PROBLEM STATEMENT -> Print every entry again, precisely as written.

[MATERIAL FOR THIS EXERCISE — start]

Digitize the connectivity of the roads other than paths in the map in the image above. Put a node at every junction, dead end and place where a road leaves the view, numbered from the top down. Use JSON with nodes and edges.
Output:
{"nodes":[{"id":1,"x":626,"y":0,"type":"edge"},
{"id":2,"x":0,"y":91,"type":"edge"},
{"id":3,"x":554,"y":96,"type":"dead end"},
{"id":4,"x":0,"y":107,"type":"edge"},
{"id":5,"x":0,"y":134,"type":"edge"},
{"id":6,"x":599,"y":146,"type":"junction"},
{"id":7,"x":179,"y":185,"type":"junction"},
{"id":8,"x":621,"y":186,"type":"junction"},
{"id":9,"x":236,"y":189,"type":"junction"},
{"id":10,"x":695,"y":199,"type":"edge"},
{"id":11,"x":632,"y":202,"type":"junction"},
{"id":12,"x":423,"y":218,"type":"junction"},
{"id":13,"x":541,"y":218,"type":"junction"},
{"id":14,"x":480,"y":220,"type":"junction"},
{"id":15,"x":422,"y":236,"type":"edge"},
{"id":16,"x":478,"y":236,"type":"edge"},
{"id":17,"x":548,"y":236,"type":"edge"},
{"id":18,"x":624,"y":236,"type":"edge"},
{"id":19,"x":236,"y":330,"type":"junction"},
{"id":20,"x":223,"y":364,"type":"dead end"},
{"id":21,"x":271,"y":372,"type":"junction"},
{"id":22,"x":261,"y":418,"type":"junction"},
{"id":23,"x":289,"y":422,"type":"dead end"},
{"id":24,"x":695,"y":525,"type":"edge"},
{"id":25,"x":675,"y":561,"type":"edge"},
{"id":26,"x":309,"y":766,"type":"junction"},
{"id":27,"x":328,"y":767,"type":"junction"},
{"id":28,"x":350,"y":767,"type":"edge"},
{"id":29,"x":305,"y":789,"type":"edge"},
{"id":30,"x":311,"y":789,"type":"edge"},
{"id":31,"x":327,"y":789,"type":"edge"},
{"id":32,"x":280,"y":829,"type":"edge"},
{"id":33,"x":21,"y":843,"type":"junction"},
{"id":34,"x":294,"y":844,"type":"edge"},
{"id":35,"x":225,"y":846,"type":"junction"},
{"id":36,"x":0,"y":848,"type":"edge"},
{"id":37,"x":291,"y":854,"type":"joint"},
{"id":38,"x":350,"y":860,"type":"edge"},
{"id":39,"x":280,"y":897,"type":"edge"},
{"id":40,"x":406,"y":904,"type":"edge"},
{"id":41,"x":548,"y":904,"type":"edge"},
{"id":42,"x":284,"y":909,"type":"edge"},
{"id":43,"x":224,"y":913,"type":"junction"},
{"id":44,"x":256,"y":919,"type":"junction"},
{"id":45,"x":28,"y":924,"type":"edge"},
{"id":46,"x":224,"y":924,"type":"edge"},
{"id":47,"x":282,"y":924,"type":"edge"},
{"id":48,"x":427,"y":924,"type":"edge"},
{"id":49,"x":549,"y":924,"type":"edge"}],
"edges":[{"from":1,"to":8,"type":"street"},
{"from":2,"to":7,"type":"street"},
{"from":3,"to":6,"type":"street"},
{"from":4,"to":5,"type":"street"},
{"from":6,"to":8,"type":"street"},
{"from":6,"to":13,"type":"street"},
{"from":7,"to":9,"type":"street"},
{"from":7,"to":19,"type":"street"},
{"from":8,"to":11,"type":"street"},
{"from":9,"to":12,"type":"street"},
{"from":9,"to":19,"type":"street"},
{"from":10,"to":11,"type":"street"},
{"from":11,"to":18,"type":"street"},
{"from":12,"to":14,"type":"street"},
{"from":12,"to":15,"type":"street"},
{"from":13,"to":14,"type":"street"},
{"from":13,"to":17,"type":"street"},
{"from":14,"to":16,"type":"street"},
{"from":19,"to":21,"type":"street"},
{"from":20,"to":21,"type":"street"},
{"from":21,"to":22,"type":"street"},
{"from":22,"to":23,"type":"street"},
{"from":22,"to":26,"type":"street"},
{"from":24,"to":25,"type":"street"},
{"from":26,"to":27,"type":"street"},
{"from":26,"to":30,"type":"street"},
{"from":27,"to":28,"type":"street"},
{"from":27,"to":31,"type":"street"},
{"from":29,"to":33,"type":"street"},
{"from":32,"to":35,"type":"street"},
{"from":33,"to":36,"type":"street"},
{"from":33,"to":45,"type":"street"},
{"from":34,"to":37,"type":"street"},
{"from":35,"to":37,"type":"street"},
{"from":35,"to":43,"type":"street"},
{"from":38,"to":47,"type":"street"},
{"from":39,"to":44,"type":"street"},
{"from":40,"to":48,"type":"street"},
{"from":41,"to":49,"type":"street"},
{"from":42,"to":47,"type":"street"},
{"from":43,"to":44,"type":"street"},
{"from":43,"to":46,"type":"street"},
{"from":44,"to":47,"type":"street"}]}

[MATERIAL FOR THIS EXERCISE — finish]

SOLUTION FOR THIS EXERCISE ->
Digitize the connectivity of the roads other than paths in the map in the image above. Put a node at every junction, dead end and place where a road leaves the view, numbered from the top down. Use JSON with nodes and edges.
Output:
{"nodes":[{"id":1,"x":626,"y":0,"type":"edge"},
{"id":2,"x":0,"y":91,"type":"edge"},
{"id":3,"x":554,"y":96,"type":"dead end"},
{"id":4,"x":0,"y":107,"type":"edge"},
{"id":5,"x":0,"y":134,"type":"edge"},
{"id":6,"x":599,"y":146,"type":"junction"},
{"id":7,"x":179,"y":185,"type":"junction"},
{"id":8,"x":621,"y":186,"type":"junction"},
{"id":9,"x":236,"y":189,"type":"junction"},
{"id":10,"x":695,"y":199,"type":"edge"},
{"id":11,"x":632,"y":202,"type":"junction"},
{"id":12,"x":423,"y":218,"type":"junction"},
{"id":13,"x":541,"y":218,"type":"junction"},
{"id":14,"x":480,"y":220,"type":"junction"},
{"id":15,"x":422,"y":236,"type":"edge"},
{"id":16,"x":478,"y":236,"type":"edge"},
{"id":17,"x":548,"y":236,"type":"edge"},
{"id":18,"x":624,"y":236,"type":"edge"},
{"id":19,"x":236,"y":330,"type":"junction"},
{"id":20,"x":223,"y":364,"type":"dead end"},
{"id":21,"x":271,"y":372,"type":"junction"},
{"id":22,"x":261,"y":418,"type":"junction"},
{"id":23,"x":289,"y":422,"type":"dead end"},
{"id":24,"x":695,"y":525,"type":"edge"},
{"id":25,"x":675,"y":561,"type":"edge"},
{"id":26,"x":309,"y":766,"type":"junction"},
{"id":27,"x":328,"y":767,"type":"junction"},
{"id":28,"x":350,"y":767,"type":"edge"},
{"id":29,"x":305,"y":789,"type":"edge"},
{"id":30,"x":311,"y":789,"type":"edge"},
{"id":31,"x":327,"y":789,"type":"edge"},
{"id":32,"x":280,"y":829,"type":"edge"},
{"id":33,"x":21,"y":843,"type":"junction"},
{"id":34,"x":294,"y":844,"type":"edge"},
{"id":35,"x":225,"y":846,"type":"junction"},
{"id":36,"x":0,"y":848,"type":"edge"},
{"id":37,"x":291,"y":854,"type":"joint"},
{"id":38,"x":350,"y":860,"type":"edge"},
{"id":39,"x":280,"y":897,"type":"edge"},
{"id":40,"x":406,"y":904,"type":"edge"},
{"id":41,"x":548,"y":904,"type":"edge"},
{"id":42,"x":284,"y":909,"type":"edge"},
{"id":43,"x":224,"y":913,"type":"junction"},
{"id":44,"x":256,"y":919,"type":"junction"},
{"id":45,"x":28,"y":924,"type":"edge"},
{"id":46,"x":224,"y":924,"type":"edge"},
{"id":47,"x":282,"y":924,"type":"edge"},
{"id":48,"x":427,"y":924,"type":"edge"},
{"id":49,"x":549,"y":924,"type":"edge"}],
"edges":[{"from":1,"to":8,"type":"street"},
{"from":2,"to":7,"type":"street"},
{"from":3,"to":6,"type":"street"},
{"from":4,"to":5,"type":"street"},
{"from":6,"to":8,"type":"street"},
{"from":6,"to":13,"type":"street"},
{"from":7,"to":9,"type":"street"},
{"from":7,"to":19,"type":"street"},
{"from":8,"to":11,"type":"street"},
{"from":9,"to":12,"type":"street"},
{"from":9,"to":19,"type":"street"},
{"from":10,"to":11,"type":"street"},
{"from":11,"to":18,"type":"street"},
{"from":12,"to":14,"type":"street"},
{"from":12,"to":15,"type":"street"},
{"from":13,"to":14,"type":"street"},
{"from":13,"to":17,"type":"street"},
{"from":14,"to":16,"type":"street"},
{"from":19,"to":21,"type":"street"},
{"from":20,"to":21,"type":"street"},
{"from":21,"to":22,"type":"street"},
{"from":22,"to":23,"type":"street"},
{"from":22,"to":26,"type":"street"},
{"from":24,"to":25,"type":"street"},
{"from":26,"to":27,"type":"street"},
{"from":26,"to":30,"type":"street"},
{"from":27,"to":28,"type":"street"},
{"from":27,"to":31,"type":"street"},
{"from":29,"to":33,"type":"street"},
{"from":32,"to":35,"type":"street"},
{"from":33,"to":36,"type":"street"},
{"from":33,"to":45,"type":"street"},
{"from":34,"to":37,"type":"street"},
{"from":35,"to":37,"type":"street"},
{"from":35,"to":43,"type":"street"},
{"from":38,"to":47,"type":"street"},
{"from":39,"to":44,"type":"street"},
{"from":40,"to":48,"type":"street"},
{"from":41,"to":49,"type":"street"},
{"from":42,"to":47,"type":"street"},
{"from":43,"to":44,"type":"street"},
{"from":43,"to":46,"type":"street"},
{"from":44,"to":47,"type":"street"}]}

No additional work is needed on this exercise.